KBOO 20 August 1987
How many creative ideas are lost to the world because our minds are cluttered with unhelpful input or clouded with preoccupations which could be got rid of? I thought about this when I considered the story of a friend in Liverpool.
Fifteen years ago Jim Sharp was a partner in a small commercial artists’ firm doing distinctive work of high quality. But his marriage of ten years was coming apart and he was, as his wife Rita says, ‘a martyr to the booze.’ Today Jim hasn’t touched a drop for some ten years, employs 70 people in a city desperately needing jobs and has developed a new way of getting high definition in printing which has caught the attention of the printing industry around the world.
He believes that God who told him to stop drinking also gave him the idea for this new printing process. The story began in 1973 when Rita accepted an invitation to attend a theatrical production about Moral Re-Armament in London. She didn’t expect her husband to come with her as there would be no drink at the weekend. She had become accustomed to making her own life, having fostered about 40 children over the years. But he rather aggressively told her he could do without the drink and would come. ‘I wore a purple suit and long hair,’ he says. I was trying to establish my identity, put my stamp on the world.’
A basic principle of Moral Re-Armament to which the Sharps were introduced in London and in subsequent meetings in Liverpool was the idea that if an individual took time in quiet to listen to God he or she might get thoughts that would be helpful to their lives and to the world.
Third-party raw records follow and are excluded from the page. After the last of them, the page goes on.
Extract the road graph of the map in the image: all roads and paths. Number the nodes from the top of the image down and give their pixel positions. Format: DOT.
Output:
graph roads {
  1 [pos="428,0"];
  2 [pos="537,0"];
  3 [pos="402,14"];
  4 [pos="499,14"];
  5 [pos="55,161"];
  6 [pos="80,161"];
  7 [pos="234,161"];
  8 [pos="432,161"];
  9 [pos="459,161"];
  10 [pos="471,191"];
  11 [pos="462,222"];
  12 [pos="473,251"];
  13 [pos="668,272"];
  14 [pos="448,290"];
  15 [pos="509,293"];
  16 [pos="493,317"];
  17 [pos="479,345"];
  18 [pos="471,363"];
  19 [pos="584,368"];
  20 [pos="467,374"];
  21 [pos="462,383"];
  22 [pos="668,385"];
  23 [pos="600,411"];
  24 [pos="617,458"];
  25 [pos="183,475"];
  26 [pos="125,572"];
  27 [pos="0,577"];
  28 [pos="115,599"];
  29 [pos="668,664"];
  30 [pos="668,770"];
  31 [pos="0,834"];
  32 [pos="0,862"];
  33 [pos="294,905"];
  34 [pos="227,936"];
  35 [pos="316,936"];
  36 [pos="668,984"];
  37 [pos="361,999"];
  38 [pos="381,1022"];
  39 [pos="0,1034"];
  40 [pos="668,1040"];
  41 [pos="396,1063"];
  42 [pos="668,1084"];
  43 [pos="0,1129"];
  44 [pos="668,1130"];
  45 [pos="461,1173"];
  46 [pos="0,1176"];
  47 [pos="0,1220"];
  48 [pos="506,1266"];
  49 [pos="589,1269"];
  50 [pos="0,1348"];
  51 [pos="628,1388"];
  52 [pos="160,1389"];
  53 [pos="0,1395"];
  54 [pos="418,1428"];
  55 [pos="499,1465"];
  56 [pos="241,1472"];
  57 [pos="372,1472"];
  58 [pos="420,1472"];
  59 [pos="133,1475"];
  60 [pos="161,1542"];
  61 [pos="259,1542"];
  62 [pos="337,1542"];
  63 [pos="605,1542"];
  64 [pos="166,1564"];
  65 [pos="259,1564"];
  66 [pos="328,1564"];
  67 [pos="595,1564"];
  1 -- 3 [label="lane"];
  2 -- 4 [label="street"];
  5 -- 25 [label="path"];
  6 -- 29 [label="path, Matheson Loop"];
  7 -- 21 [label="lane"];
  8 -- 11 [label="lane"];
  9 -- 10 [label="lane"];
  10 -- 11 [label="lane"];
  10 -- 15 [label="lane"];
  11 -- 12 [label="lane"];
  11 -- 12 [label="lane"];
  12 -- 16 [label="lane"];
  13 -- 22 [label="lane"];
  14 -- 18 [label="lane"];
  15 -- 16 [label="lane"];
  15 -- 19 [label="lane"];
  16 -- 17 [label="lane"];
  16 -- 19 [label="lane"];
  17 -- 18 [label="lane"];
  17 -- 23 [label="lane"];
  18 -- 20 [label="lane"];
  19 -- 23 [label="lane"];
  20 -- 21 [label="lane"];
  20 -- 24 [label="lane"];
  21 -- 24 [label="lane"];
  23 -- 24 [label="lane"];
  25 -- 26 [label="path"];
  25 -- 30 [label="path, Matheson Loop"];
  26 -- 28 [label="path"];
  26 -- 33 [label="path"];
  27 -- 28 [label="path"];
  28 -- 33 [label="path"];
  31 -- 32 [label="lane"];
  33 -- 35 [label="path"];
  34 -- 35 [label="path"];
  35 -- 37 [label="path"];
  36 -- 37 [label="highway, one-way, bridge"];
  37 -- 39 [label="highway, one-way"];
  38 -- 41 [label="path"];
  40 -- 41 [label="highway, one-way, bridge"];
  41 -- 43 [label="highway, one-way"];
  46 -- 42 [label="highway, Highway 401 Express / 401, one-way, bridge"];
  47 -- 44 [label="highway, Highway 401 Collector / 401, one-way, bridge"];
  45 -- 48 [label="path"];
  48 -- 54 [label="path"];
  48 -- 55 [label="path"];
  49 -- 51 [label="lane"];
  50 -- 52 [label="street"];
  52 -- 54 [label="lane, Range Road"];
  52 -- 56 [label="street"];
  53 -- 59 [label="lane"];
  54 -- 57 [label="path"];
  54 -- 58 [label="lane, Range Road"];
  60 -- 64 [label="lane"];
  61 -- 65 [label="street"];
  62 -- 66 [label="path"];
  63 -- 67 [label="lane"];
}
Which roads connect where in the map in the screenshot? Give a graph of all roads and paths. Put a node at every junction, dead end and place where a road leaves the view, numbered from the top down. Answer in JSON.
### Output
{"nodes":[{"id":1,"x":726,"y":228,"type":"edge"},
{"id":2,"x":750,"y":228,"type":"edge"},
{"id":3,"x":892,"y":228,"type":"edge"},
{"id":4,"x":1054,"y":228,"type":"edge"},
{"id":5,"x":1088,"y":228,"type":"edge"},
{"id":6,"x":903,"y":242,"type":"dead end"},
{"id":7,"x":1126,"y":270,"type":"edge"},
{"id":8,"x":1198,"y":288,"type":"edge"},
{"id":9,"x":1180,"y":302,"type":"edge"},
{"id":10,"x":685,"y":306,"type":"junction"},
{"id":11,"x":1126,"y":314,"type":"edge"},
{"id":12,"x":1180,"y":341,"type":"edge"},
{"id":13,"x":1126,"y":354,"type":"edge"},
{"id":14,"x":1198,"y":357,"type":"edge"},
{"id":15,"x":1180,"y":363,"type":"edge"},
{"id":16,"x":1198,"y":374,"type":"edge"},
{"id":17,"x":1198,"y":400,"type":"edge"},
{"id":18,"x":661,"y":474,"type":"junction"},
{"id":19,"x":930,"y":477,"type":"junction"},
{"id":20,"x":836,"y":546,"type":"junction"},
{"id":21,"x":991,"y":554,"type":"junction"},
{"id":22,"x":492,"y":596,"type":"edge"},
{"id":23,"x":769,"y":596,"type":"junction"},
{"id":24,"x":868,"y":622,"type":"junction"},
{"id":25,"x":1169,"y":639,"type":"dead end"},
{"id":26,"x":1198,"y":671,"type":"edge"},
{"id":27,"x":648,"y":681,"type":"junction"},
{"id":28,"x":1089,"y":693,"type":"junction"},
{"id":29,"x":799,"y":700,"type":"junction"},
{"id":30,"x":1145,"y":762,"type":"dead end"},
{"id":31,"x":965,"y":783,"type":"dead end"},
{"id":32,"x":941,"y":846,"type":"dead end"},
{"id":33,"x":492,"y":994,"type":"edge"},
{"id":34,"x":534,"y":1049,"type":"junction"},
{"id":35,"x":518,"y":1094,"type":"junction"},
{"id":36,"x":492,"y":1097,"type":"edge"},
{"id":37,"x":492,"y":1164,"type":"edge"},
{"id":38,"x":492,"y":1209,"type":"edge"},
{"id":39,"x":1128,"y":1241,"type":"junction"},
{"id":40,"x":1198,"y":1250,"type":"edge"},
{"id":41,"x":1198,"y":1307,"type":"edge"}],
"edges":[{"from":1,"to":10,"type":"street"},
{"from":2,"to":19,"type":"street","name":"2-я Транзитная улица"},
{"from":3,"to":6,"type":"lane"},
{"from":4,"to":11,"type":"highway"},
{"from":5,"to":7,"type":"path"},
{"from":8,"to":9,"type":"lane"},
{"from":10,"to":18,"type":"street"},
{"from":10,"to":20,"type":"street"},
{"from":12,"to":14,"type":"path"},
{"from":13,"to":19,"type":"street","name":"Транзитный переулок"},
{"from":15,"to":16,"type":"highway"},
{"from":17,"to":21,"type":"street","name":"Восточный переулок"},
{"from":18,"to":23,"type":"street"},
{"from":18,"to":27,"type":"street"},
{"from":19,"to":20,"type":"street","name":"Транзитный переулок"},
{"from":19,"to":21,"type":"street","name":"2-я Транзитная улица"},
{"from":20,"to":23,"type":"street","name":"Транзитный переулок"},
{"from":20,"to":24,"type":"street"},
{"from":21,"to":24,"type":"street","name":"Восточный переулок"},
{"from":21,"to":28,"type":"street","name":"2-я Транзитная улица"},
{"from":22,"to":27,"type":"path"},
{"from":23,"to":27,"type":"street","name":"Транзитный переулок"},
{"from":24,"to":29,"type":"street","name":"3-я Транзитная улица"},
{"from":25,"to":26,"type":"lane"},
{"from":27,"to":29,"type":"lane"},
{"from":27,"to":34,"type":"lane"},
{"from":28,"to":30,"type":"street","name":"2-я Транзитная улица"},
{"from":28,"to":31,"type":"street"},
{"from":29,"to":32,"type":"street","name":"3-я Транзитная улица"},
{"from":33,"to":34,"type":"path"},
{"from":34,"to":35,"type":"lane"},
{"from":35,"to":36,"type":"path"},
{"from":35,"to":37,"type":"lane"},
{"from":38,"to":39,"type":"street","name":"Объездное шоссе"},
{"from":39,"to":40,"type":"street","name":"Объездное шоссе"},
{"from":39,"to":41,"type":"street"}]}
After one quiet time Jim had the distinct thought to give up drinking. ‘I used to be a boozer,’ he says. ‘I’d come home sloshed but I said it was all part of my work, keeping the customers happy.’ Rita was skeptical at first. ‘I hadn’t much faith, I expected him to lapse, ‘she recalls. But Jim persisted. It was obvious, for one thing, that he was taking a new interest in his family as a result. He began to spend more time at home in the evenings.
‘Rita noticed a slight change,’ says Jim. ‘Slight!’ exclaims Rita. ‘It was like Jekyll and Hyde. I’m deeply grateful. Jim’s change saved our marriage. I still don’t find faith in God easy but he’s the first person I call on when I’m in trouble.’
As a commercial artist Jim had often felt frustrated by the poor quality of reproduction when his designs appeared in newspapers. One night Jim got the inspiration for a process which could create a crisper image. ‘In his drinking days he would have been flat out,’ says Rita. He talked it over with her through the night – and the next morning went straight to the patent office. ‘It was a gift from God,’ he says.
The new process, Schafline, brought fresh business, but there were still problems, work pressures and personality conflicts. Again, however, however, he felt God was giving him clear direction, this time to leave the company. ‘I felt a different man once I had done it but I didn’t know where to go next,’ he says. For six months before the decision, Rita says, he was aggressive and horrible. Once he made it he went back to being his normal, cheerful self.
He offered to sell his half of the company to his former partner but the offer was refused and Jim decided to buy him out. Without Jim the company had been going downhill fast and he felt he shouldn’t let the staff down. It took him days on the phone to recover clients but since then the company has not looked back. From 25 employees at that point it has grown to 70, work had increased 20 to 40% each year, advertisements processed by Schafline increasingly appear in Britain’s national press, and franchises have been negotiated with companies in Canada and the United States.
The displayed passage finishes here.